> About this task: Using the data below, show every line where the word "nodes" occurs.

> Data for analysis:

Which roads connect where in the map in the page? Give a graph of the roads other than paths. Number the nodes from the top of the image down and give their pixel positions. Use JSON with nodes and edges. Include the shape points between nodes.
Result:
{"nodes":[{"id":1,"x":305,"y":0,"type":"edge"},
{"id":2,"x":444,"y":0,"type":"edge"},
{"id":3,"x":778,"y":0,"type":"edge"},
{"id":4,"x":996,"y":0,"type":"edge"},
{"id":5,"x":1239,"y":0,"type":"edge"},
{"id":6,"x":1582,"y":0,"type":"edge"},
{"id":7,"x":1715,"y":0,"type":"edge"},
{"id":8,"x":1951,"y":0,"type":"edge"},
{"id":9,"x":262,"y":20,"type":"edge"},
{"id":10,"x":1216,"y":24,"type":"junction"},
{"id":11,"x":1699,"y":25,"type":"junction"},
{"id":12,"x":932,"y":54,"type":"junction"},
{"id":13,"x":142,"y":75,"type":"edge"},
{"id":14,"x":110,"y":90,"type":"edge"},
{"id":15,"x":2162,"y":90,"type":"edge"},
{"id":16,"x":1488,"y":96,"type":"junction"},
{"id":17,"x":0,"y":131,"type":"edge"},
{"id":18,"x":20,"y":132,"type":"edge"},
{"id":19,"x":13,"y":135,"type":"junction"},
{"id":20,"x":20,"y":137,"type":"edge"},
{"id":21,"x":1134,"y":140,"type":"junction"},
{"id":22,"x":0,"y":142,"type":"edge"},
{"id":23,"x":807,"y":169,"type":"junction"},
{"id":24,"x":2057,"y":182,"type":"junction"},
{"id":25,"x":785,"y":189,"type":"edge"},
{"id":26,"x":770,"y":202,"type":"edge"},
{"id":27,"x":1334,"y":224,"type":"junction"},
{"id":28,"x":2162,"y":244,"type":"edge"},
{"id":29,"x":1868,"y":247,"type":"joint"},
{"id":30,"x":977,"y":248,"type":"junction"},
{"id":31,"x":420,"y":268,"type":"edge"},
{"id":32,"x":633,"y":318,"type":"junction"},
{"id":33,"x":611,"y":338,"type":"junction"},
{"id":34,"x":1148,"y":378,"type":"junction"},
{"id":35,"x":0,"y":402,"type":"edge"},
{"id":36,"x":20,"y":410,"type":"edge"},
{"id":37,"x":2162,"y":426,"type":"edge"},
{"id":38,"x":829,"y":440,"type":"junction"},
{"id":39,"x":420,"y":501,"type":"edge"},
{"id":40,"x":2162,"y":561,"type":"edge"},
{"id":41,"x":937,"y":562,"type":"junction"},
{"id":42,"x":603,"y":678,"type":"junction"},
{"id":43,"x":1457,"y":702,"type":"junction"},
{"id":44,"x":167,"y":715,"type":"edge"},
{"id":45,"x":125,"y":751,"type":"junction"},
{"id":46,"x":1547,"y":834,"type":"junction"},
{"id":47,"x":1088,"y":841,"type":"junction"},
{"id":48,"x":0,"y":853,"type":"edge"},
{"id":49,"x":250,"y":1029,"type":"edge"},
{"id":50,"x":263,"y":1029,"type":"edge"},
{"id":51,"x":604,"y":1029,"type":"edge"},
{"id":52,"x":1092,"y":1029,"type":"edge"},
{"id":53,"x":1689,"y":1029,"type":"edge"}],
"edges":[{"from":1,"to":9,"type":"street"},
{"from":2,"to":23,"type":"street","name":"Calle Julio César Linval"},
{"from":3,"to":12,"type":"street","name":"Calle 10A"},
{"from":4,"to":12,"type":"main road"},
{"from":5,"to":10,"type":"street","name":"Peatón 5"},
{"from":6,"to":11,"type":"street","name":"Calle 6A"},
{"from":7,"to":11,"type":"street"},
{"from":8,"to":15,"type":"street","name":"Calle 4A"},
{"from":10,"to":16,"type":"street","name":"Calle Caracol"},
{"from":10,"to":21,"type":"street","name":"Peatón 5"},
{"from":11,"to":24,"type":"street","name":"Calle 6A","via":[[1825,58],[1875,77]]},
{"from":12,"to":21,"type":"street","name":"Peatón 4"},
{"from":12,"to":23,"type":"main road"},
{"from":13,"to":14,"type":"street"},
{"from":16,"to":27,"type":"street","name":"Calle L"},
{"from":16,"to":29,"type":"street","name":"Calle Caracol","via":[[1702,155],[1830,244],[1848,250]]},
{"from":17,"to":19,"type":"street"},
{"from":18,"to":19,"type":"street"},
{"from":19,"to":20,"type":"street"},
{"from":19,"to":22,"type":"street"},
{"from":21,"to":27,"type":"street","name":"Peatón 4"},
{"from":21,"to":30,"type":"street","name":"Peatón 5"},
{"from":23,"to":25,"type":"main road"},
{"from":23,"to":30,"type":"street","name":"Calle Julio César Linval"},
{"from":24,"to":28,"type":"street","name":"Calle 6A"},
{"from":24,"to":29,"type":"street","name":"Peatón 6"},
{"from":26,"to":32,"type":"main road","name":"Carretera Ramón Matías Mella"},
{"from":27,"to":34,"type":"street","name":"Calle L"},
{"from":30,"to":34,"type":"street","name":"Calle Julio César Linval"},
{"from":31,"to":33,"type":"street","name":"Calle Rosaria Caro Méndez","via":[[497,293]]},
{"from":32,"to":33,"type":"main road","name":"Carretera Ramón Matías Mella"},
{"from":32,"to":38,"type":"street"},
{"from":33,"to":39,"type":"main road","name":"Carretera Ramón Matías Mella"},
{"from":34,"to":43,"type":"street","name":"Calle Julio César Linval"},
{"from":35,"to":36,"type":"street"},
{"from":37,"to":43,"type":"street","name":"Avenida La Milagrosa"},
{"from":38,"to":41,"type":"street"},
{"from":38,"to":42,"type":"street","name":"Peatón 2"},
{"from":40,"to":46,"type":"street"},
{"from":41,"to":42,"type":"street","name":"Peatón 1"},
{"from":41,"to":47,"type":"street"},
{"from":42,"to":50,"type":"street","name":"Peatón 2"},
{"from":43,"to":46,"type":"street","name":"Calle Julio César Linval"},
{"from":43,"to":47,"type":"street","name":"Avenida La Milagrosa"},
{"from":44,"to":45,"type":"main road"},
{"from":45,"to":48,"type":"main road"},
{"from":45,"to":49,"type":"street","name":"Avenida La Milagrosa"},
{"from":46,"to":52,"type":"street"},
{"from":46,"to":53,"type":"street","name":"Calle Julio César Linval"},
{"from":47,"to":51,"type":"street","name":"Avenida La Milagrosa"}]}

> Written solution:
Which roads connect where in the map in the page? Give a graph of the roads other than paths. Number the nodes from the top of the image down and give their pixel positions. Use JSON with nodes and edges. Include the shape points between nodes.
{"nodes":[{"id":1,"x":305,"y":0,"type":"edge"},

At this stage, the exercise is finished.